By pooling resources and partnering to provide the services most needed by those in our community, HHS believes they will meet the expectations of the Coordinated Care Organizations’ triple aim which is to provide services to more individuals, for less money with better outcomes. HHS currently serves local citizens covered by Oregon Health plan, fee for service clients, commercial payers and indigent citizens. As of January 1, 2014, they also began serving those newly insured through Cover Oregon.
This large scale building design and planning effort began in February 2012, when a group of staff and community partners began meeting to develop the floor plan for the new HHS building. Some of the discussions held centered on how the design of the new building could enhance the experience of those served. In an effort to gain client input into the design process, DeeAnne Everson, Executive Director of Jackson County United Way, agreed to interview 40 people who either currently receive services at HHS or have in the past. A common theme that came from the interviews was ways the new facility could help those served feel more welcome and included in their care. Things like height adjusting conference tables enabling those in wheel chairs to sit at a table with those they are meeting with. Simple requests such as empty space left in waiting rooms where those in wheelchairs could wait for their appointment without moving furniture or waiting in the middle of the room. Some suggested hanging photographs throughout the building of people in the community doing what they love. DeeAnne also found that many people she interviewed requested more clarity around what services they are eligible for and how they would access those services. A formalized screening and referral process is being developed to help those seeking assistance engage in needed services both in the facility and off site. A request for expanded crisis services was also mentioned by a number of the people interviewed.

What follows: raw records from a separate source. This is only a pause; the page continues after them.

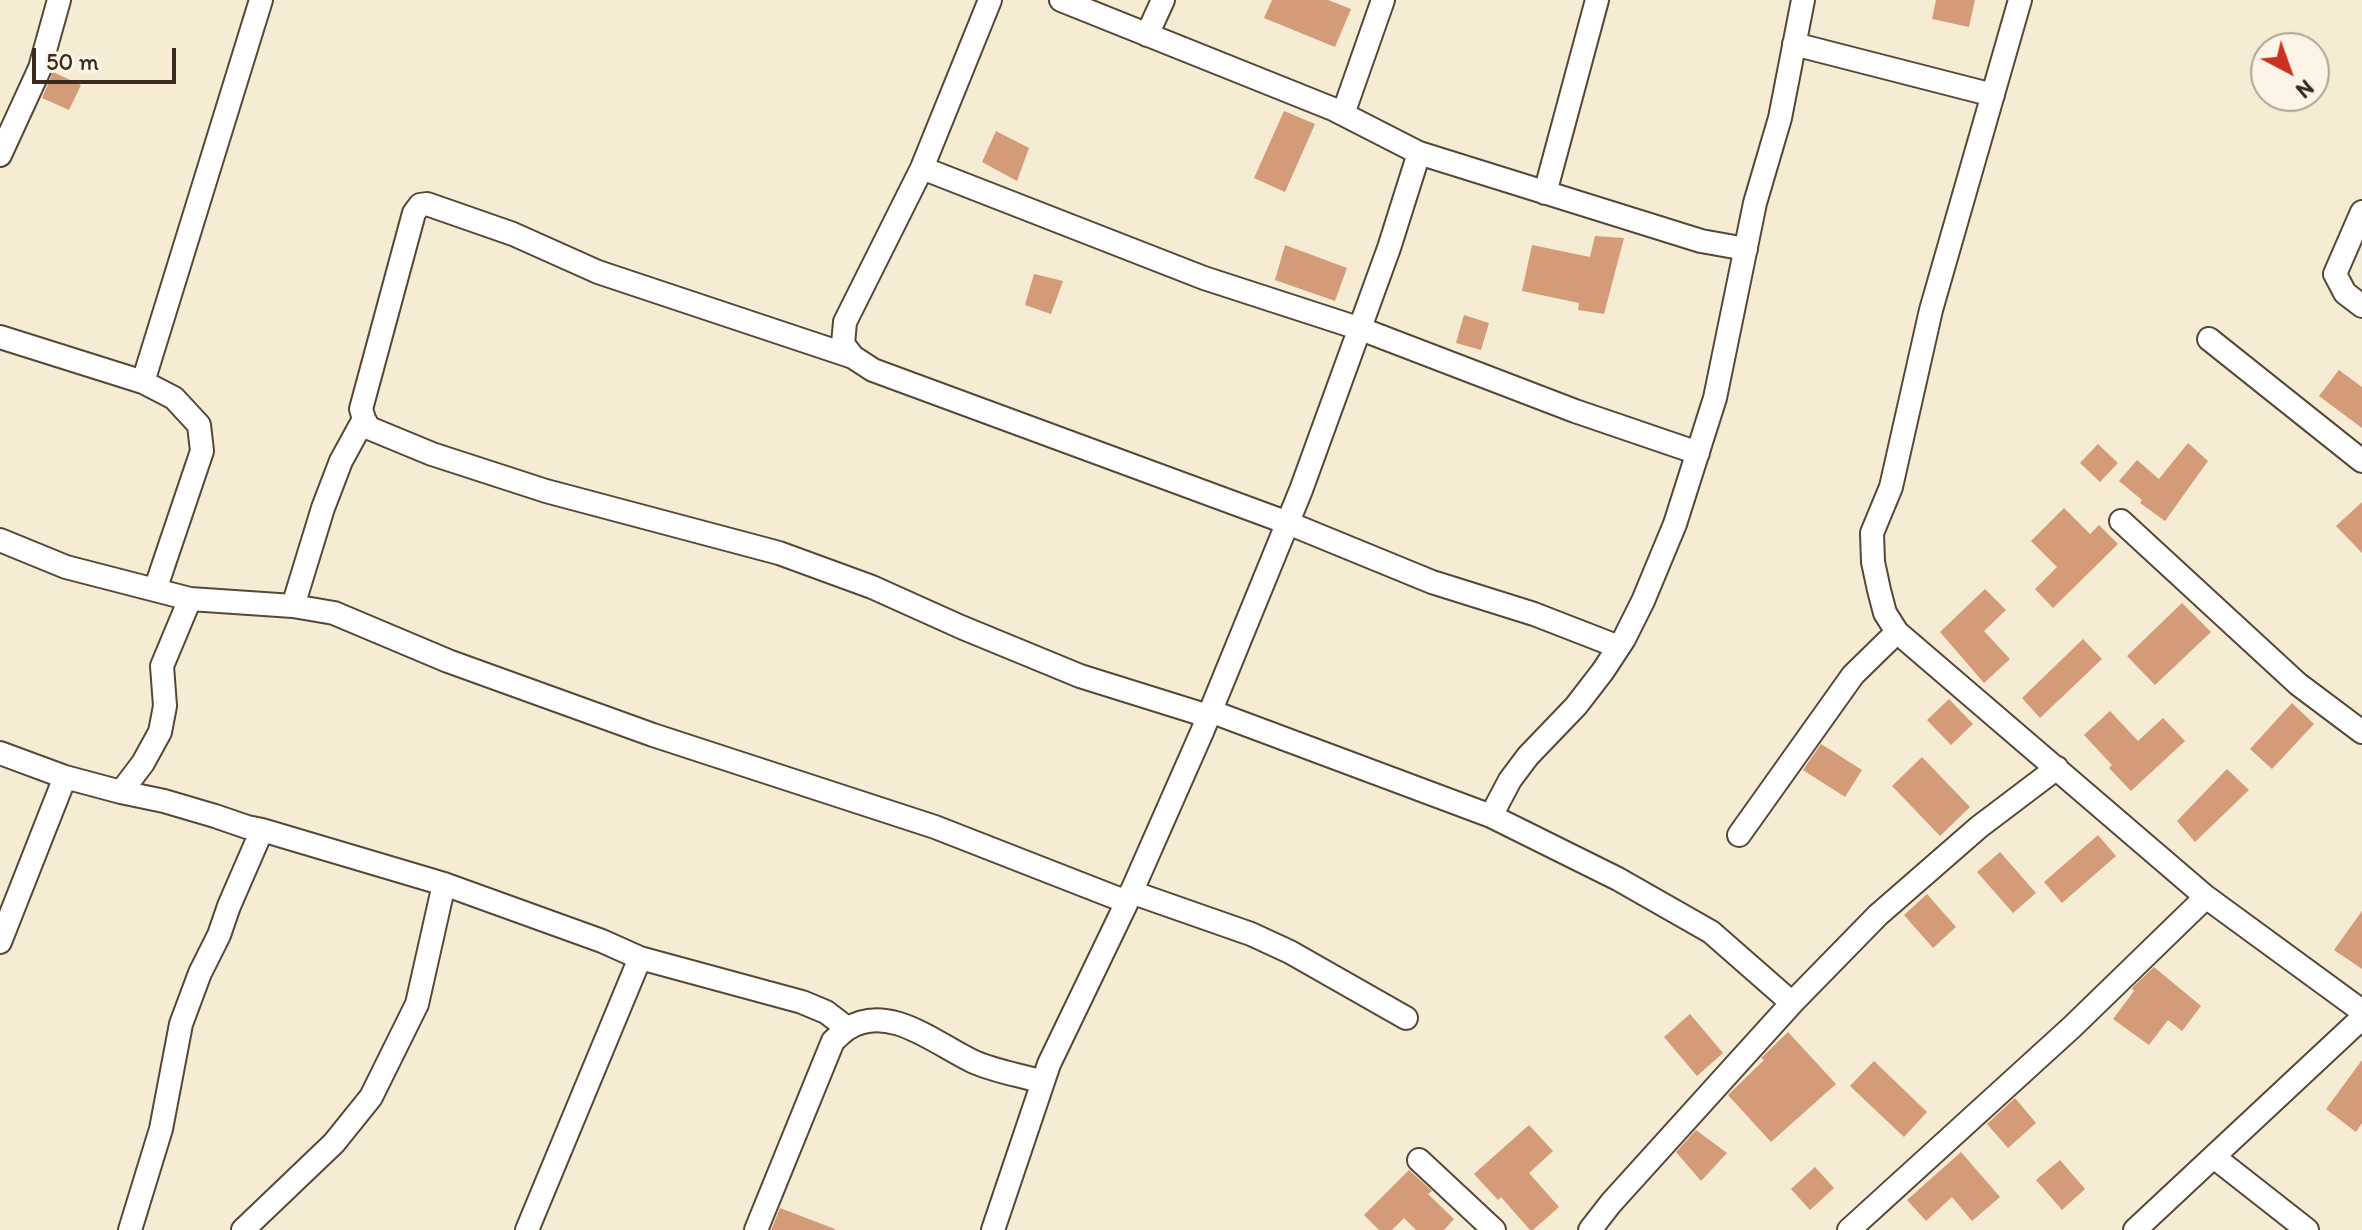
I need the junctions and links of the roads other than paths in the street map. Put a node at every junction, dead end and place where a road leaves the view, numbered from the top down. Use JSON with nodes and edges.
{"nodes":[{"id":1,"x":59,"y":0,"type":"edge"},
{"id":2,"x":261,"y":0,"type":"edge"},
{"id":3,"x":990,"y":0,"type":"edge"},
{"id":4,"x":1061,"y":0,"type":"edge"},
{"id":5,"x":1163,"y":0,"type":"edge"},
{"id":6,"x":1383,"y":0,"type":"edge"},
{"id":7,"x":1597,"y":0,"type":"edge"},
{"id":8,"x":1803,"y":0,"type":"edge"},
{"id":9,"x":2020,"y":0,"type":"edge"},
{"id":10,"x":1147,"y":35,"type":"junction"},
{"id":11,"x":1794,"y":44,"type":"junction"},
{"id":12,"x":1993,"y":95,"type":"junction"},
{"id":13,"x":1343,"y":114,"type":"junction"},
{"id":14,"x":1419,"y":153,"type":"junction"},
{"id":15,"x":0,"y":155,"type":"edge"},
{"id":16,"x":922,"y":168,"type":"junction"},
{"id":17,"x":1545,"y":193,"type":"junction"},
{"id":18,"x":2362,"y":212,"type":"edge"},
{"id":19,"x":1746,"y":249,"type":"junction"},
{"id":20,"x":2362,"y":306,"type":"edge"},
{"id":21,"x":1361,"y":329,"type":"junction"},
{"id":22,"x":0,"y":337,"type":"edge"},
{"id":23,"x":2209,"y":339,"type":"dead end"},
{"id":24,"x":853,"y":357,"type":"junction"},
{"id":25,"x":143,"y":382,"type":"junction"},
{"id":26,"x":364,"y":419,"type":"junction"},
{"id":27,"x":1698,"y":453,"type":"junction"},
{"id":28,"x":2361,"y":459,"type":"edge"},
{"id":29,"x":2121,"y":521,"type":"dead end"},
{"id":30,"x":1288,"y":523,"type":"junction"},
{"id":31,"x":0,"y":540,"type":"edge"},
{"id":32,"x":155,"y":590,"type":"junction"},
{"id":33,"x":190,"y":599,"type":"junction"},
{"id":34,"x":293,"y":606,"type":"junction"},
{"id":35,"x":1897,"y":632,"type":"junction"},
{"id":36,"x":1619,"y":647,"type":"junction"},
{"id":37,"x":1209,"y":714,"type":"junction"},
{"id":38,"x":2362,"y":732,"type":"edge"},
{"id":39,"x":0,"y":753,"type":"edge"},
{"id":40,"x":2057,"y":768,"type":"junction"},
{"id":41,"x":65,"y":777,"type":"junction"},
{"id":42,"x":121,"y":792,"type":"junction"},
{"id":43,"x":1491,"y":816,"type":"junction"},
{"id":44,"x":262,"y":830,"type":"junction"},
{"id":45,"x":1739,"y":835,"type":"dead end"},
{"id":46,"x":444,"y":884,"type":"junction"},
{"id":47,"x":1129,"y":897,"type":"junction"},
{"id":48,"x":2206,"y":897,"type":"junction"},
{"id":49,"x":0,"y":942,"type":"edge"},
{"id":50,"x":640,"y":958,"type":"junction"},
{"id":51,"x":1792,"y":1003,"type":"junction"},
{"id":52,"x":2362,"y":1011,"type":"edge"},
{"id":53,"x":1406,"y":1018,"type":"dead end"},
{"id":54,"x":2362,"y":1018,"type":"edge"},
{"id":55,"x":847,"y":1028,"type":"junction"},
{"id":56,"x":1043,"y":1082,"type":"junction"},
{"id":57,"x":2214,"y":1157,"type":"junction"},
{"id":58,"x":1419,"y":1160,"type":"dead end"},
{"id":59,"x":1481,"y":1227,"type":"edge"},
{"id":60,"x":130,"y":1230,"type":"edge"},
{"id":61,"x":243,"y":1230,"type":"edge"},
{"id":62,"x":527,"y":1230,"type":"edge"},
{"id":63,"x":756,"y":1230,"type":"edge"},
{"id":64,"x":993,"y":1230,"type":"edge"},
{"id":65,"x":1590,"y":1230,"type":"edge"},
{"id":66,"x":1849,"y":1230,"type":"edge"},
{"id":67,"x":2135,"y":1230,"type":"edge"},
{"id":68,"x":2307,"y":1230,"type":"edge"}],
"edges":[{"from":1,"to":15,"type":"street"},
{"from":2,"to":25,"type":"street"},
{"from":3,"to":16,"type":"street"},
{"from":4,"to":10,"type":"street"},
{"from":5,"to":10,"type":"street"},
{"from":6,"to":13,"type":"street"},
{"from":7,"to":17,"type":"street"},
{"from":8,"to":11,"type":"street"},
{"from":9,"to":12,"type":"street"},
{"from":10,"to":13,"type":"street"},
{"from":11,"to":12,"type":"street"},
{"from":11,"to":19,"type":"street"},
{"from":12,"to":35,"type":"street"},
{"from":13,"to":14,"type":"street"},
{"from":14,"to":17,"type":"street"},
{"from":14,"to":21,"type":"street"},
{"from":16,"to":21,"type":"street"},
{"from":16,"to":24,"type":"street"},
{"from":17,"to":19,"type":"street"},
{"from":18,"to":20,"type":"street"},
{"from":19,"to":27,"type":"street"},
{"from":21,"to":27,"type":"street"},
{"from":21,"to":30,"type":"street"},
{"from":22,"to":25,"type":"street"},
{"from":23,"to":28,"type":"street"},
{"from":24,"to":26,"type":"street"},
{"from":24,"to":30,"type":"street"},
{"from":25,"to":32,"type":"street"},
{"from":26,"to":34,"type":"street"},
{"from":26,"to":37,"type":"street"},
{"from":27,"to":36,"type":"street"},
{"from":29,"to":38,"type":"street"},
{"from":30,"to":36,"type":"street"},
{"from":30,"to":37,"type":"street"},
{"from":31,"to":32,"type":"street"},
{"from":32,"to":33,"type":"street"},
{"from":33,"to":34,"type":"street"},
{"from":33,"to":42,"type":"street"},
{"from":34,"to":47,"type":"street"},
{"from":35,"to":40,"type":"street"},
{"from":35,"to":45,"type":"street"},
{"from":36,"to":43,"type":"street"},
{"from":37,"to":43,"type":"street"},
{"from":37,"to":47,"type":"street"},
{"from":39,"to":41,"type":"street"},
{"from":40,"to":48,"type":"street"},
{"from":40,"to":51,"type":"street"},
{"from":41,"to":42,"type":"street"},
{"from":41,"to":49,"type":"street"},
{"from":42,"to":44,"type":"street"},
{"from":43,"to":51,"type":"street"},
{"from":44,"to":46,"type":"street"},
{"from":44,"to":60,"type":"street"},
{"from":46,"to":50,"type":"street"},
{"from":46,"to":61,"type":"street"},
{"from":47,"to":53,"type":"street"},
{"from":47,"to":56,"type":"street"},
{"from":48,"to":52,"type":"street"},
{"from":48,"to":66,"type":"street"},
{"from":50,"to":55,"type":"street"},
{"from":50,"to":62,"type":"street"},
{"from":51,"to":65,"type":"street"},
{"from":54,"to":57,"type":"street"},
{"from":55,"to":56,"type":"street"},
{"from":55,"to":63,"type":"street"},
{"from":56,"to":64,"type":"street"},
{"from":57,"to":67,"type":"street"},
{"from":57,"to":68,"type":"street"},
{"from":58,"to":59,"type":"street"}]}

The new facility planning team agreed that many of the suggestions made would enhance the plan for the building and offer a better experience to those served. The new facility will include a child watch area where parents can leave their children while they are on site in a safe, child-friendly environment. A resource center where information can be found related to mental health, developmental disabilities, nutrition and child development is also located on site and available to the public.
Construction considerations such as rounded corners, wide hallways and more accommodating restrooms, along with the purchase of furnishings that better serve all individuals, are just some of the ways HHS is striving to serve clients better. Asking for input from those we serve, and including their ideas and suggestions in the plans for the new building, has helped to develop a facility offering opportunities not provided in the past.
In an effort to increase effectiveness, HHS has developed and adopted a new service delivery model. The new vision includes integrating staff from several HHS divisions forming multi-disciplinary teams focused on the populations they serve in common. Where it makes the most sense for those served, community partners have joined these teams on-site. These multi-disciplinary teams provide a full array of services driven by unified service plans that address coordination across multiple systems of care. During the process of defining the new service delivery model, clusters of populations served were identified. One of the populations identified were children and families who engage with multiple services providers. In this new health care delivery system is an array of HHS staff and partners that team up to serve these families more effectively. A multi-disciplinary team may consist of a children’s mental health therapist, a developmental disabilities case manager, and a maternal child health nurse who may visit the family’s home to help oversee care for a medically fragile child. Also located in this area in the building and working with the team is the non-profit provider Families for Community. Families for Community’s focus is on empowering parent advocates and connecting them with other parents who are walking similar paths. The organization exists to cultivate community, among families who have children that experience disabilities of all kinds, through relationships and support opportunities.
It is the hope and commitment of the staff and partners who are housed in the new Health and Human Services facility to ensure that the new service delivery model leads to increased collaboration and greater outcomes for those accessing services.